▶ **Exercise description**: The entries below need to be written out exactly, with no pictures included.

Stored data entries
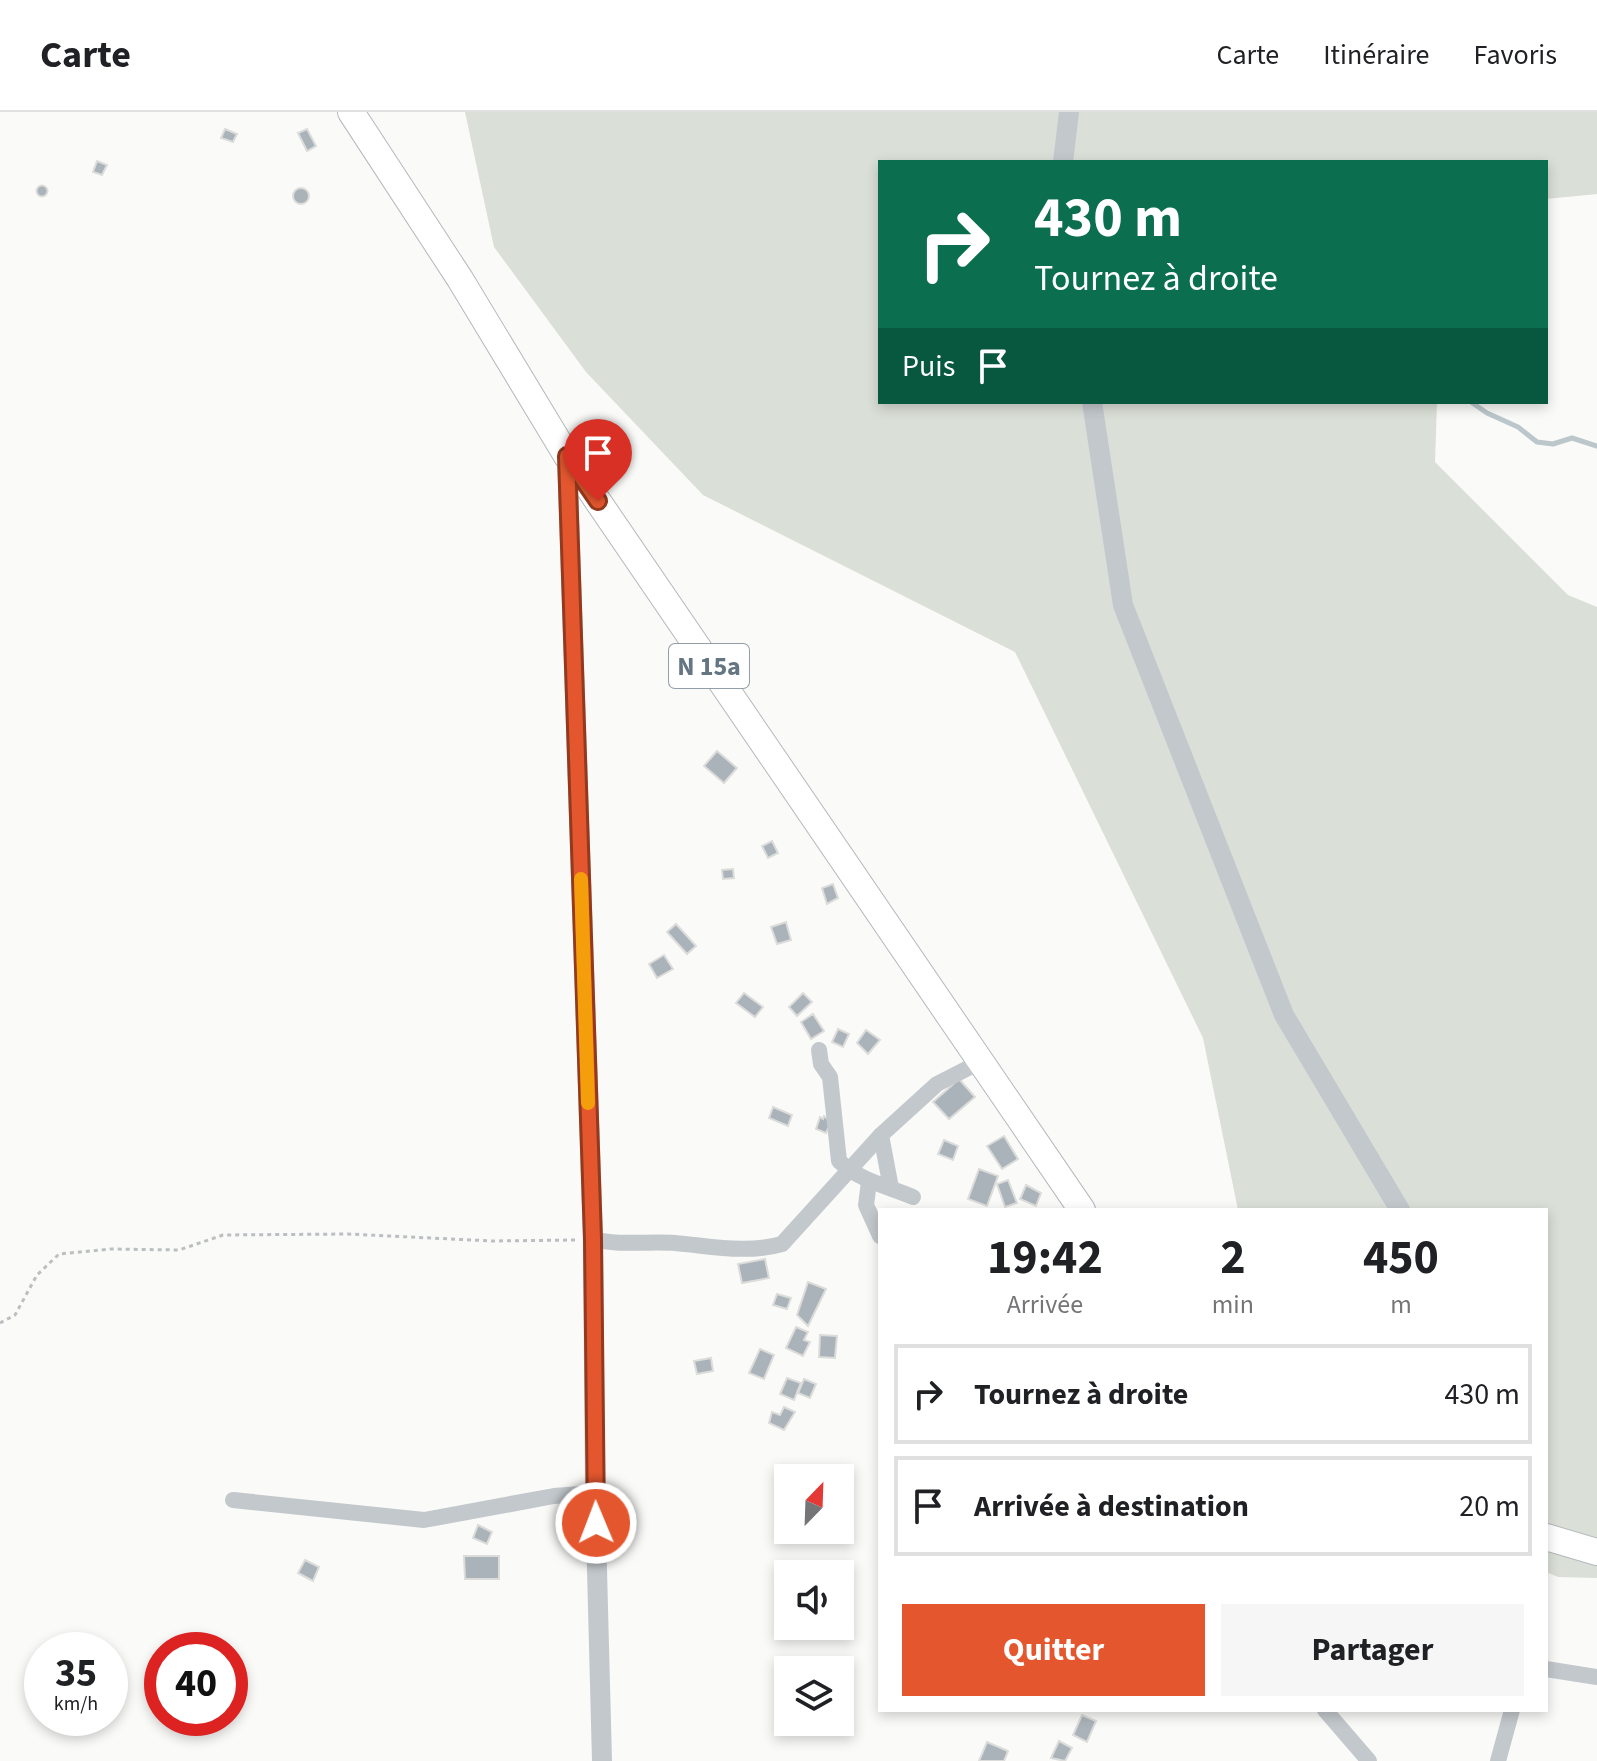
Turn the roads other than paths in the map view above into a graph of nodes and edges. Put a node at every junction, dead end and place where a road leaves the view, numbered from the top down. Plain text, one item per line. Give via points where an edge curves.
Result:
1 (351, 112) edge
2 (1069, 112) edge
3 (1063, 160) edge
4 (1092, 404) edge
5 (567, 456) junction
6 (819, 1050) dead end
7 (980, 1062) junction
8 (881, 1135) junction
9 (850, 1171) junction
10 (869, 1182) junction
11 (891, 1188) junction
12 (913, 1197) dead end
13 (1081, 1208) edge
14 (1399, 1208) edge
15 (878, 1232) edge
16 (593, 1239) junction
17 (595, 1493) junction
18 (233, 1500) dead end
19 (1548, 1538) edge
20 (1597, 1552) edge
21 (1548, 1669) edge
22 (1597, 1677) edge
23 (1327, 1712) edge
24 (1511, 1712) edge
25 (602, 1761) edge
26 (1369, 1761) edge
27 (1498, 1761) edge

1 - 5 highway, N 15a
2 - 3 street
4 - 14 street via 1123,605 1284,1015
5 - 7 highway, N 15a
5 - 16 street
6 - 9 street via 830,1077 839,1161
7 - 8 street via 937,1084
7 - 13 highway, N 15a
8 - 9 street
8 - 11 street
9 - 10 street
9 - 16 street via 782,1244 762,1250
10 - 11 street
10 - 15 street via 866,1205
11 - 12 street
16 - 17 street
17 - 18 street via 424,1520
17 - 25 street
19 - 20 highway
21 - 22 street
23 - 26 street
24 - 27 street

▶ **Final answer**:
Turn the roads other than paths in the map view above into a graph of nodes and edges. Put a node at every junction, dead end and place where a road leaves the view, numbered from the top down. Plain text, one item per line. Give via points where an edge curves.
Result:
1 (351, 112) edge
2 (1069, 112) edge
3 (1063, 160) edge
4 (1092, 404) edge
5 (567, 456) junction
6 (819, 1050) dead end
7 (980, 1062) junction
8 (881, 1135) junction
9 (850, 1171) junction
10 (869, 1182) junction
11 (891, 1188) junction
12 (913, 1197) dead end
13 (1081, 1208) edge
14 (1399, 1208) edge
15 (878, 1232) edge
16 (593, 1239) junction
17 (595, 1493) junction
18 (233, 1500) dead end
19 (1548, 1538) edge
20 (1597, 1552) edge
21 (1548, 1669) edge
22 (1597, 1677) edge
23 (1327, 1712) edge
24 (1511, 1712) edge
25 (602, 1761) edge
26 (1369, 1761) edge
27 (1498, 1761) edge

1 - 5 highway, N 15a
2 - 3 street
4 - 14 street via 1123,605 1284,1015
5 - 7 highway, N 15a
5 - 16 street
6 - 9 street via 830,1077 839,1161
7 - 8 street via 937,1084
7 - 13 highway, N 15a
8 - 9 street
8 - 11 street
9 - 10 street
9 - 16 street via 782,1244 762,1250
10 - 11 street
10 - 15 street via 866,1205
11 - 12 street
16 - 17 street
17 - 18 street via 424,1520
17 - 25 street
19 - 20 highway
21 - 22 street
23 - 26 street
24 - 27 street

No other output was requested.